GOETHE MÖCHTE GEMÜSE
GEGESSEN WISSEN
Goethe guckte wieder Videos. Der Tag war anstrengend, alles mögliche war von ihm verlangt und unzähliges gewünscht worden. Sogar auf dem Zwiebelmarkt war ihm aufgelauert worden. Die Worte der dreisten Speichellecker fielen wie faule Eiern auf seinen Kopf, er fühlte sich schmutzig und wollte wie immer weg, nur weg. Zuviele Menschen auf zuwenig Platz. Also rannte er in seine Wohnung: Etwas Gemüse, etwas Gesundes, Hauptsache kein Fastfood, irgendetwas, das einen an die schweigende Natürlichkeit einer Welt ohne Ansprüche und Auslieferung erinnert.
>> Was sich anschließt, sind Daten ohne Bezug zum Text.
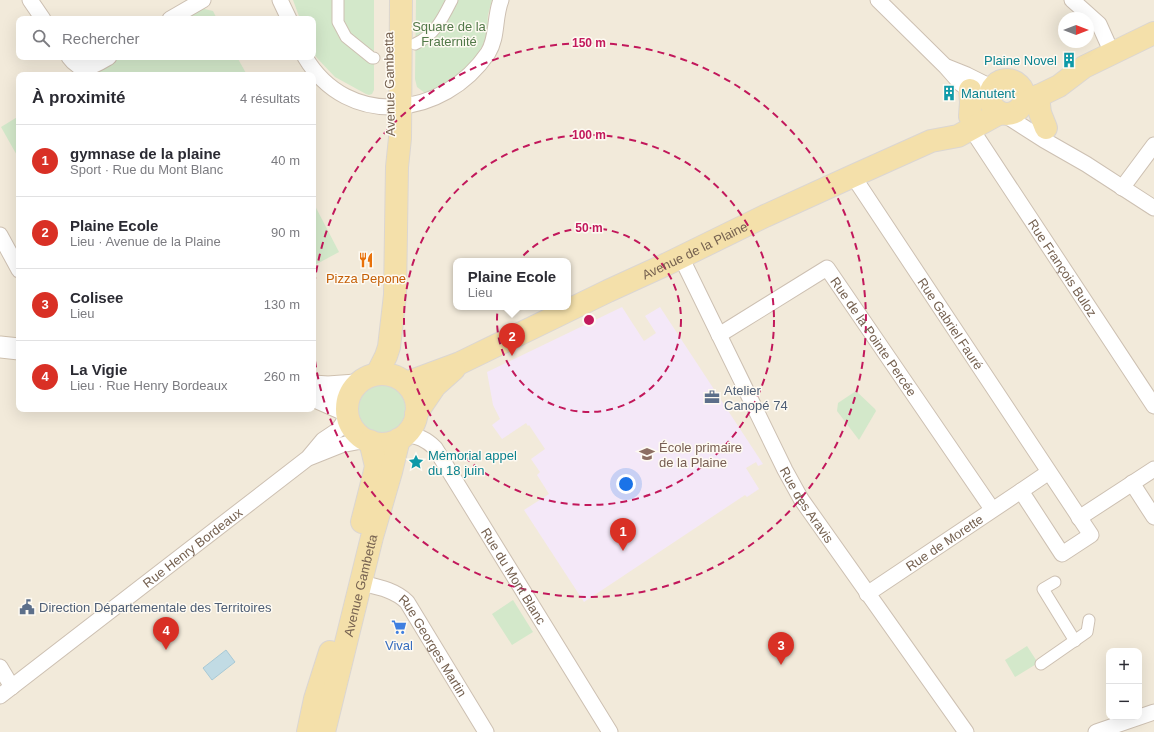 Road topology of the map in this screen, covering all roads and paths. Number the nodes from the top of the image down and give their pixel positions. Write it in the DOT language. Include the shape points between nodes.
graph roads {
  1 [pos="30,0"];
  2 [pos="202,0"];
  3 [pos="280,0"];
  4 [pos="338,0"];
  5 [pos="388,0"];
  6 [pos="401,0"];
  7 [pos="452,0"];
  8 [pos="501,0"];
  9 [pos="878,0"];
  10 [pos="1072,0"];
  11 [pos="41,16"];
  12 [pos="175,16"];
  13 [pos="288,16"];
  14 [pos="1154,32"];
  15 [pos="415,44"];
  16 [pos="1112,53"];
  17 [pos="374,58"];
  18 [pos="72,60"];
  19 [pos="104,60"];
  20 [pos="307,60"];
  21 [pos="946,67"];
  22 [pos="316,72"];
  23 [pos="316,72"];
  24 [pos="970,90"];
  25 [pos="1010,101"];
  26 [pos="394,107"];
  27 [pos="971,123"];
  28 [pos="1046,128"];
  29 [pos="1154,145"];
  30 [pos="1086,164"];
  31 [pos="853,176"];
  32 [pos="1122,188"];
  33 [pos="1154,208"];
  34 [pos="0,235"];
  35 [pos="681,258"];
  36 [pos="16,264"];
  37 [pos="396,295"];
  38 [pos="571,309"];
  39 [pos="569,310"];
  40 [pos="719,335"];
  41 [pos="0,347"];
  42 [pos="16,349"];
  43 [pos="460,363"];
  44 [pos="377,374"];
  45 [pos="404,382"];
  46 [pos="356,385"];
  47 [pos="316,386"];
  48 [pos="316,397"];
  49 [pos="1154,406"];
  50 [pos="348,413"];
  51 [pos="416,414"];
  52 [pos="402,437"];
  53 [pos="369,441"];
  54 [pos="308,458"];
  55 [pos="1154,469"];
  56 [pos="1049,472"];
  57 [pos="1132,483"];
  58 [pos="1021,491"];
  59 [pos="992,509"];
  60 [pos="1154,517"];
  61 [pos="1079,518"];
  62 [pos="1055,582"];
  63 [pos="361,583"];
  64 [pos="867,594"];
  65 [pos="1089,620"];
  66 [pos="1075,641"];
  67 [pos="1040,664"];
  68 [pos="0,667"];
  69 [pos="6,692"];
  70 [pos="1154,712"];
  71 [pos="608,728"];
  72 [pos="308,732"];
  73 [pos="324,732"];
  74 [pos="486,732"];
  75 [pos="966,732"];
  76 [pos="1096,732"];
  1 -- 11 [label="street"];
  2 -- 12 [label="street"];
  3 -- 13 [label="street"];
  4 -- 17 [label="street" via="338,22 346,37"];
  5 -- 26 [label="main road, Avenue Gambetta"];
  6 -- 26 [label="main road, Avenue Gambetta"];
  7 -- 15 [label="street" via="434,32"];
  8 -- 26 [label="street" via="493,42 475,68 457,86 438,97 412,105"];
  9 -- 21 [label="street"];
  10 -- 16 [label="street" via="1099,24"];
  14 -- 16 [label="main road, Avenue de la Plaine"];
  16 -- 25 [label="main road, Avenue de la Plaine" via="1084,67 1059,86"];
  18 -- 19 [label="street" via="79,66 89,68"];
  20 -- 23 [label="street"];
  21 -- 24 [label="street"];
  21 -- 25 [label="street" via="967,75"];
  22 -- 26 [label="street" via="341,94 360,103"];
  24 -- 25 [label="street"];
  24 -- 27 [label="main road"];
  25 -- 27 [label="main road, Avenue de la Plaine"];
  25 -- 28 [label="main road" via="1040,113"];
  25 -- 30 [label="street" via="1044,140"];
  26 -- 37 [label="main road, Avenue Gambetta" via="400,138 397,167"];
  27 -- 31 [label="main road, Avenue de la Plaine" via="958,136 931,141"];
  27 -- 49 [label="street, Rue François Buloz"];
  28 -- 30 [label="street"];
  29 -- 32 [label="street"];
  30 -- 32 [label="street"];
  31 -- 35 [label="main road, Avenue de la Plaine"];
  31 -- 56 [label="street, Rue Gabriel Fauré"];
  32 -- 33 [label="street"];
  34 -- 36 [label="street"];
  35 -- 38 [label="main road, Avenue de la Plaine"];
  35 -- 40 [label="street, Rue des Aravis"];
  37 -- 44 [label="main road, Avenue Gambetta" via="389,348"];
  37 -- 45 [label="main road, Avenue Gambetta"];
  39 -- 43 [label="main road, Avenue de la Plaine"];
  40 -- 59 [label="street, Rue de la Pointe Percée" via="827,268"];
  40 -- 64 [label="street, Rue des Aravis" via="797,493"];
  41 -- 42 [label="main road"];
  43 -- 45 [label="main road, Avenue de la Plaine"];
  43 -- 51 [label="main road, Avenue de la Plaine" via="435,386"];
  44 -- 45 [label="main road" via="392,375"];
  44 -- 46 [label="main road"];
  45 -- 51 [label="main road" via="416,400"];
  46 -- 47 [label="main road"];
  46 -- 50 [label="main road" via="350,395"];
  48 -- 50 [label="main road"];
  50 -- 53 [label="main road" via="357,433"];
  50 -- 54 [label="street, Rue Henry Bordeaux" via="338,430 323,440"];
  51 -- 52 [label="main road" via="410,428"];
  52 -- 53 [label="main road" via="386,443"];
  52 -- 63 [label="main road, Avenue Gambetta"];
  52 -- 71 [label="street, Rue du Mont Blanc" via="422,438 435,448"];
  53 -- 54 [label="street, Rue Henry Bordeaux" via="341,445"];
  53 -- 72 [label="main road, Avenue Gambetta" via="376,466"];
  54 -- 69 [label="street, Rue Henry Bordeaux"];
  55 -- 57 [label="street"];
  56 -- 58 [label="street, Rue de Morette"];
  56 -- 61 [label="street"];
  57 -- 60 [label="street"];
  57 -- 61 [label="street"];
  58 -- 59 [label="street, Rue de Morette"];
  58 -- 61 [label="street" via="1062,554 1091,535"];
  59 -- 64 [label="street, Rue de Morette"];
  62 -- 66 [label="street" via="1043,589"];
  63 -- 73 [label="main road, Avenue Gambetta"];
  63 -- 74 [label="street, Rue Georges Martin" via="393,592 407,602"];
  64 -- 75 [label="street, Rue des Aravis"];
  65 -- 66 [label="street" via="1087,632"];
  66 -- 67 [label="street"];
  68 -- 69 [label="street"];
  70 -- 76 [label="street"];
}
Da, der Schaukelstuhl. Ein paar Kerzen angezündet, kleine flackernde Lichtpunkte vor einem Laken aus Nachtschwarz, das hinter den Fenstern weht. Ein kleiner vegetarischer Snack, Gewissensessen sozusagen, was haben wir da: Zwei Tomaten, eine Gurke. Goethe ist der entspannteste Goethe, den man sich denken kann, er sitzt im Schaukelstuhl, knabbert an der Gurke und denkt sich: Jetzt erst einmal ein Porno zum Runterkommen. Hoch- und Runterkommen. Goethe beißt gerade wieder in die Gurke, da schiebt sich eine junge Frau eine solche in den Hintern. Goethe kanns nicht fassen. Er gurgelt, verschluckt sich, hechelt, hustet: Goethes Hustenanfall schallt durch ganz Weimar. Die Tomaten fallen aus seiner hektisch fuchtelnden Hand und werden vom hin- und herwippenden Schaukelstuhl zermatscht. Goethe hastet hoch, will den Porno stoppen, verliert das Gleichgewicht und fällt wie geschlagen aus und neben den schaukelnden Stuhl. Da liegt nun Goethe mit der Gurke. Und beide sehen sich an als wollten sie sagen: das hat es früher nicht gegeben.